Components of comprehensive income include net income and certain transactions that have generally been reported in the consolidated statement of stockholders’ equity. Comprehensive income is comprised of net income, currency translation adjustments, minimum pension liability adjustments, unrealized gains (losses) on available-for-sale securities, and net gain or loss on derivative instruments designated as cash flow hedges.

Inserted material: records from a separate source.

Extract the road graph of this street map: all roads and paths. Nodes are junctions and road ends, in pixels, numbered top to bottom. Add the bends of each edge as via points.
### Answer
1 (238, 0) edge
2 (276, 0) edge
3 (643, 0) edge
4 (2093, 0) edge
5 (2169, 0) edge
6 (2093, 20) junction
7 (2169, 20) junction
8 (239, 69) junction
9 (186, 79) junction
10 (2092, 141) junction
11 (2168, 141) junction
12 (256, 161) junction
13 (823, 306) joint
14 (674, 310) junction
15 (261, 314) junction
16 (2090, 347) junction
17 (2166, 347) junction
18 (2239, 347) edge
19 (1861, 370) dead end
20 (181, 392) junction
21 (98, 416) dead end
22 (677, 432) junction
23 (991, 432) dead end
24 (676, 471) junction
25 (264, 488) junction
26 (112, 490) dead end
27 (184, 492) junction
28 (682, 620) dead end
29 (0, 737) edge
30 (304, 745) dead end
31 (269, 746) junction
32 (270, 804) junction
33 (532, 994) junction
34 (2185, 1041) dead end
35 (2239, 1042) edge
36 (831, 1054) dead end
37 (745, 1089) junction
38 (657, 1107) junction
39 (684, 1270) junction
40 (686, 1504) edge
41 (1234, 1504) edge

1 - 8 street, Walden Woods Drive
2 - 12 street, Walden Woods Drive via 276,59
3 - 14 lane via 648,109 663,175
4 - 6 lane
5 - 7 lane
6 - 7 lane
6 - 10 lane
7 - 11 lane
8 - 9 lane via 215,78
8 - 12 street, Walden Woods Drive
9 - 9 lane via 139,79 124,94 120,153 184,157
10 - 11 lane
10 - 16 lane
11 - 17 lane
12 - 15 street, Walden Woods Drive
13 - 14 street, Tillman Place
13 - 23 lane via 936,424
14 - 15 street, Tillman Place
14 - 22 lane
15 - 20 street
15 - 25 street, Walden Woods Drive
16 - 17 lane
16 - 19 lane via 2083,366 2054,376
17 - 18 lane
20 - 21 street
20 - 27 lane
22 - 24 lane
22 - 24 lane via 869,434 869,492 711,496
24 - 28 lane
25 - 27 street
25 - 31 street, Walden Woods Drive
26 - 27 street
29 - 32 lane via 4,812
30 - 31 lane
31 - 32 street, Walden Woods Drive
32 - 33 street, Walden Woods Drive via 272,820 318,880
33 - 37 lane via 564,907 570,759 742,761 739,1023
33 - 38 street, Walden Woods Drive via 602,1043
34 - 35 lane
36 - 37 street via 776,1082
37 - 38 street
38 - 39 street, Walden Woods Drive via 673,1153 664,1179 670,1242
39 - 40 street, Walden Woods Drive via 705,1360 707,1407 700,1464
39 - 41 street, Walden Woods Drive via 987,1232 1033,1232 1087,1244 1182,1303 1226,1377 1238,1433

The components of comprehensive income consisted of the following:

                   
      Three Months Ended
     
      February 1, 2003   February 2, 2002
     
 
Net income
  $ 59,992     $ 24,690  
 
Foreign currency translation
    1,223       (1,650 )
 
Change in unrealized gains (losses) on securities, net of taxes of $1,176 and $192, respectively
    2,183       356  
 
Change in unrealized gains (losses) on derivative instruments designated as cash flow hedges
    336       (926 )
 
   
     
 
Other comprehensive income (loss)
    3,742       (2,220 )
 
   
     
 
Comprehensive income
  $ 63,734     $ 22,470  
 
   
     
 

Note 4 – Derivative Instruments and Hedging Agreements

Derivative financial instruments are accounted for in accordance with Statement of Financial Accounting Standards No. 133, (FAS 133), “Accounting for Derivative Instruments and Hedging Activities” as amended by FAS 138. The Company recognizes all derivative financial instruments in the consolidated financial statements at fair value regardless of the purpose for or intent of holding the instrument. Changes in the fair value of the derivative financial instruments are either recognized periodically in earnings or in stockholders’ equity as a component of other comprehensive income (OCI) depending on whether the derivative financial instrument qualifies for hedge accounting. Changes in fair values of derivatives not qualifying for hedge accounting are reported in earnings.

The Company enters into forward foreign exchange contracts to offset certain operational and balance sheet exposures from the impact of changes in foreign currency exchange rates. Such exposures result from the portion of the Company’s operations, assets and liabilities that are denominated in currencies other than the U.S. dollar, primarily the Japanese Yen and the Euro. These foreign exchange contracts are entered into to support product sales, purchases and financing transactions made in the normal course of business, and accordingly, are not speculative in nature.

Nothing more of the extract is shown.